I have an old Jiffy Model 20 built in 1978. Mine still runs like a champ...haven't even considered a new one. All I've ever done is keep it clean -- clean the carb with gumout and change plug every year, use some dryer in the fuel, only use high quality 2-cycle oil, etc. I also use fresh gas every winter, and I drain the system and use fogging oil during storage over the summer.

I have found that Jiffy is very supportive of their gear. They have been very helpful when I've had questions, needed "tips" or parts (e.g., replaced the fuel tank a few years ago). If you are having problems, I'd contact them through their website. http://www.jiffyonice.com/


----------



## rdubu (Dec 21, 2007)

Ok after the good cleaning I gave it and used it for the 2nd time now it runs way better after the tweek of the screw to add fuel, even without the carb rebuild kit I bought for it, so maybe the ol seafoam and 100:1 oil did the trick? Thanks guys


----------



## FrankaB (Dec 8, 2001)

I called Jiffy today and talked with Kevin. Wow, does he know Jiffy augers. I was impressed. I've got a 3hp model 31 that won't idle between drilling holes. First off he said 3hp's won't idle if carried with the engine on an angle. He said it does help when carring the auger on an angle if the spark plug is higher than the gas tank. Secondly he said to adj the low speed idle. I explain that I've been playing with low speed without much difference. He said to gently turn the low speed screw in all the way in then back in out one complete turn. I told him that mine only allow a half turn and it hits a stopper. He then told me that red screw stopper is only a *cap*, pry the cap off to get to the screws and make the adjustment. Problem solved. He said the high speed adj is about the same. Turn it in and back it out one turn, then adj in 1/8 of a turn to get it where its running right. But you only need to make that adj if the auger stalls while your drilling holes. And the high speed is a finer adj than the low speed.If figure if I did know that red screw was only a cap maybe others don't either.


----------



## FERG 06 (Oct 6, 2006)

That's why doing a search works wonders.
All that info was discussed in another thread not too long ago.

Limiter caps on the mix screws, using good quality oil, fresh fuel, carb adjustment and diagrams were provided.


----------



## 2tundras (Jan 11, 2005)

Put this in another thread but no hits.

*Are you guys running Amsoil at 100 or at 24?* Kinda looks like both from what I read.

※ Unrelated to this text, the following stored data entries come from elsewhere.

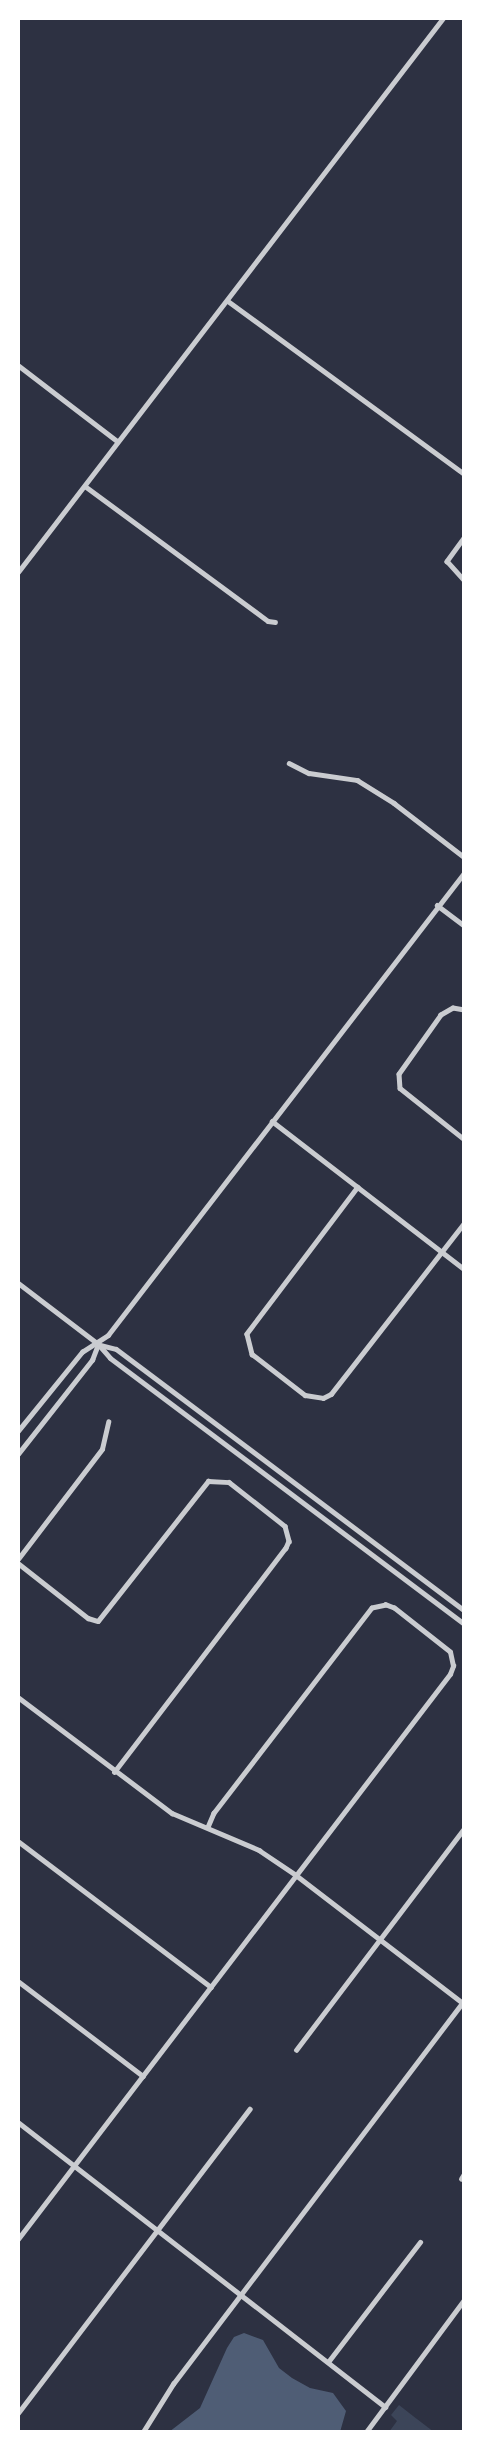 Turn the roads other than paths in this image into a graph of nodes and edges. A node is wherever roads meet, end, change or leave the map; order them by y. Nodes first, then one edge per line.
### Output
1 (444, 18) edge
2 (228, 301) junction
3 (18, 365) edge
4 (117, 441) junction
5 (464, 474) edge
6 (85, 486) junction
7 (464, 538) edge
8 (18, 572) edge
9 (464, 580) edge
10 (275, 622) dead end
11 (289, 762) dead end
12 (464, 857) edge
13 (464, 873) edge
14 (437, 905) junction
15 (464, 925) edge
16 (464, 1010) edge
17 (272, 1121) junction
18 (464, 1139) edge
19 (358, 1187) junction
20 (464, 1223) edge
21 (442, 1252) junction
22 (464, 1269) edge
23 (18, 1283) edge
24 (98, 1344) junction
25 (108, 1422) dead end
26 (18, 1431) edge
27 (18, 1454) edge
28 (18, 1561) edge
29 (464, 1610) edge
30 (464, 1624) edge
31 (18, 1697) edge
32 (116, 1772) junction
33 (208, 1827) junction
34 (464, 1829) edge
35 (18, 1841) edge
36 (296, 1875) junction
37 (380, 1940) junction
38 (18, 1981) edge
39 (211, 1987) junction
40 (464, 2003) edge
41 (296, 2050) dead end
42 (143, 2076) junction
43 (250, 2109) dead end
44 (18, 2122) edge
45 (75, 2165) junction
46 (159, 2230) junction
47 (18, 2239) edge
48 (420, 2242) dead end
49 (244, 2295) junction
50 (464, 2300) edge
51 (328, 2362) junction
52 (385, 2407) junction
53 (18, 2413) edge
54 (143, 2432) edge
55 (366, 2432) edge

1 - 2 street
2 - 4 street
2 - 5 street
3 - 4 street
4 - 6 street
6 - 8 street
6 - 10 street
7 - 9 street
11 - 12 street
13 - 14 street
14 - 15 street
14 - 17 street
16 - 18 street
17 - 19 street
17 - 24 street
19 - 21 street
19 - 21 street
20 - 21 street
21 - 22 street
23 - 24 street
24 - 26 street
24 - 27 street
24 - 29 street
24 - 30 street
25 - 28 street
28 - 32 street
31 - 32 street
32 - 33 street
33 - 36 street
33 - 36 street
34 - 37 street
35 - 39 street
36 - 37 street
36 - 39 street
37 - 40 street
37 - 41 street
38 - 42 street
39 - 42 street
40 - 49 street
42 - 45 street
43 - 46 street
44 - 45 street
45 - 46 street
45 - 47 street
46 - 49 street
46 - 53 street
48 - 51 street
49 - 51 street
49 - 54 street
50 - 52 street
51 - 52 street
52 - 55 street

Bought me a can of seafoam and a bottle of Amsoil....so...????


----------



## FrankaB (Dec 8, 2001)

FERG 06 said:


> That's why doing a search works wonders.
> All that info was discussed in another thread not too long ago.
> 
> Limiter caps on the mix screws, using good quality oil, fresh fuel, carb adjustment and diagrams were provided.


 
Wow, that was a very helpful post. Thank you for that wonderful source of information. I'm sure your other 800 post in the last two years where just as valuable. I'm not sure why after 10 posts in this thread you feel that you needed to post that, but need I remind you that this is a FORUM, where people can talk, share information and for the most part people are friendly here, not rude. So your sarcastic comment would probably been better if left un-said.


----------



## rdubu (Dec 21, 2007)

Should I get my popcorn????????? LOL!!!


----------



## FERG 06 (Oct 6, 2006)

FrankaB said:


> Wow, that was a very helpful post. Thank you for that wonderful source of information. I'm sure your other 800 post in the last two years where just as valuable. I'm not sure why after 10 posts in this thread you feel that you needed to post that, but need I remind you that this is a FORUM, where people can talk, share information and for the most part people are friendly here, not rude. So your sarcastic comment would probably been better if left un-said.

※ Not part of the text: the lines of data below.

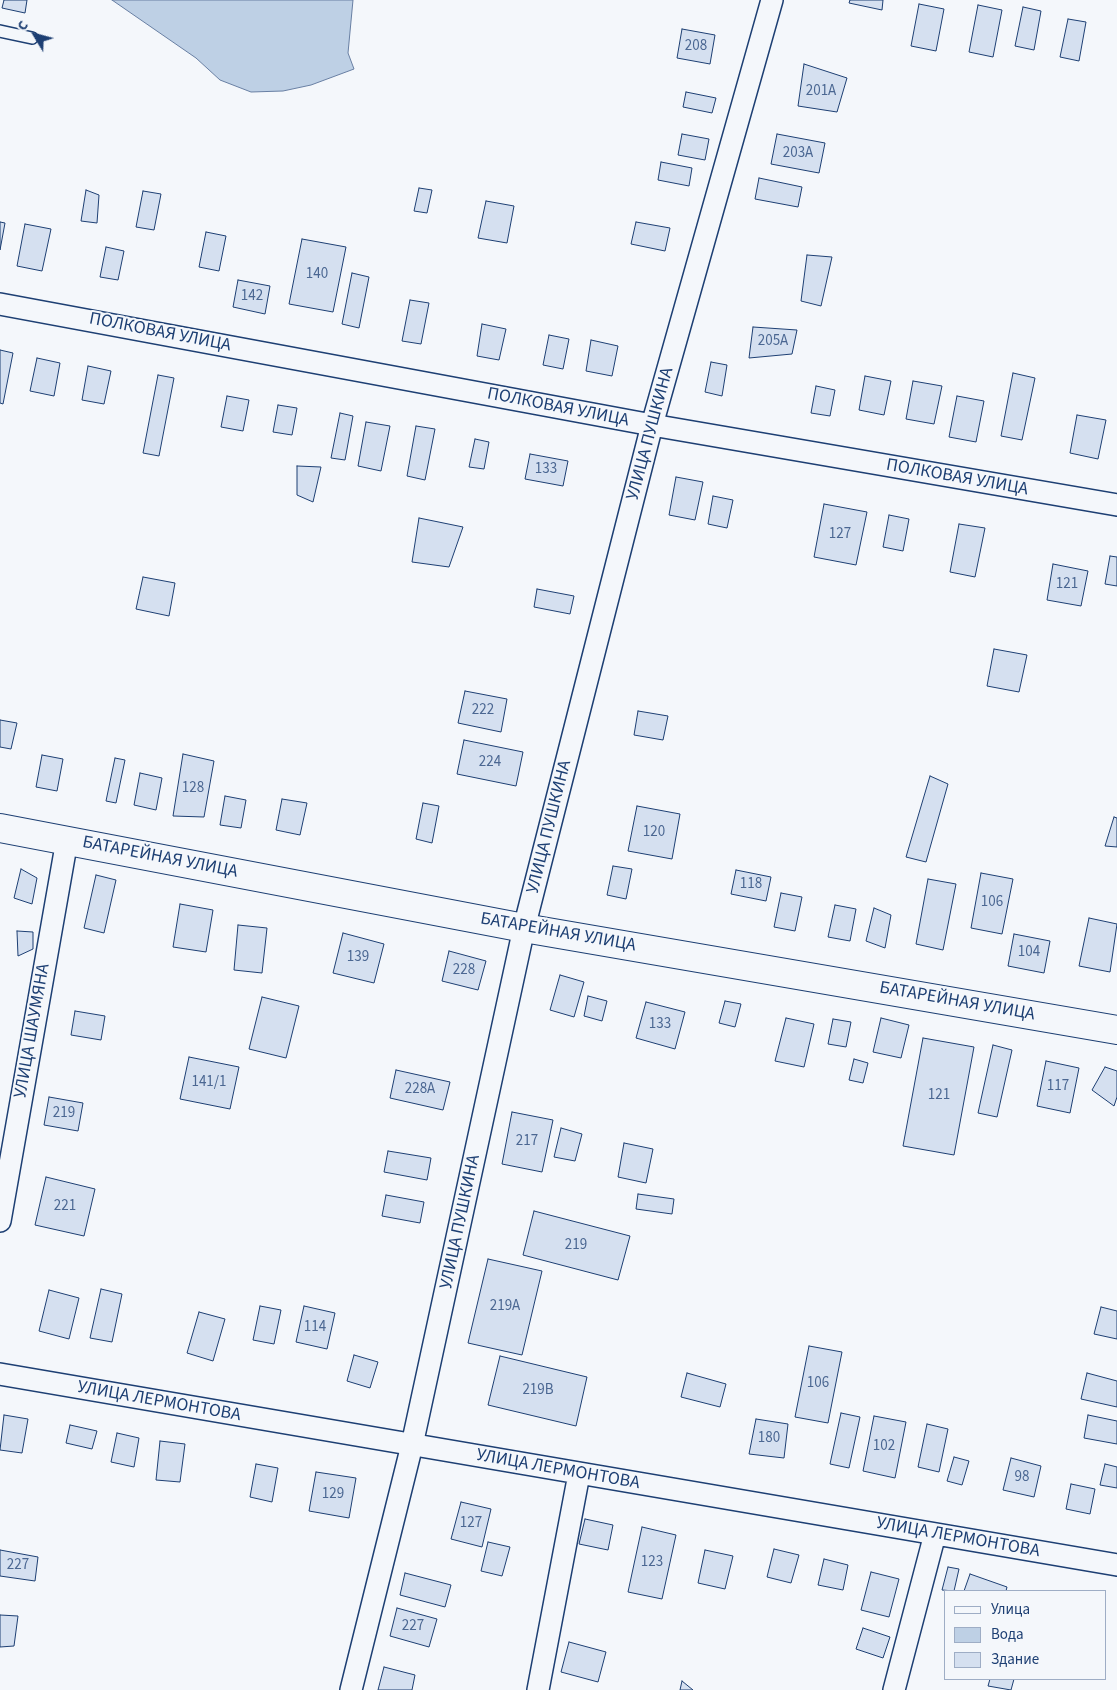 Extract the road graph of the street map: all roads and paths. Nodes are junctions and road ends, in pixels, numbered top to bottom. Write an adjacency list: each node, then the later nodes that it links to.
1 (772, 0): 5 (street, УЛИЦА ПУШКИНА)
2 (0, 31): 3 (lane)
3 (32, 38)
4 (0, 304): 5 (street, ПОЛКОВАЯ УЛИЦА)
5 (652, 425): 6 (street, ПОЛКОВАЯ УЛИЦА); 9 (street, УЛИЦА ПУШКИНА)
6 (1117, 505)
7 (0, 828): 8 (street, БАТАРЕЙНАЯ УЛИЦА)
8 (67, 840): 9 (street, БАТАРЕЙНАЯ УЛИЦА); 11 (street, УЛИЦА ШАУМЯНА)
9 (524, 928): 10 (street, БАТАРЕЙНАЯ УЛИЦА); 13 (street, УЛИЦА ПУШКИНА)
10 (1117, 1030)
11 (0, 1221)
12 (0, 1374): 13 (street, УЛИЦА ЛЕРМОНТОВА)
13 (412, 1445): 14 (street, УЛИЦА ЛЕРМОНТОВА); 17 (street, УЛИЦА ПУШКИНА)
14 (579, 1474): 15 (street, УЛИЦА ЛЕРМОНТОВА); 18 (street)
15 (935, 1534): 16 (street, УЛИЦА ЛЕРМОНТОВА); 19 (street)
16 (1117, 1565)
17 (351, 1690)
18 (538, 1690)
19 (894, 1690)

Wow! You read alot into that. :lol:
And if you look back at post #27 someone else (who I happened to have helped also) suggested reviewing a previous thread to get a heads up on this same info. So I wasn't the only person to suggest searching & reading.

And if you haven't noticed, the Mods have been trying to clean up alot of redundant posts. 

If you took the time to count my posts then you might want to take the time to read some of my posts. You will find a lot of good info from a person who work in the repair industry on a daily basis.

Doing a search will teach a person far quicker then waiting for a reply for hours or days. It is quite often suggested (see post #27).
It also allows a reader to weed through a lot of info in a short time and be able to eliminate alot of the bad info that's out there.

And I am in no way trying to imply that you were giving out bad info.

Oh, and thanks for pointing out my 800 posts. I hadn't noticed it was up that high!

One more note for Rdubu, don't pop that popcorn yet. :lol: I don't have time.


----------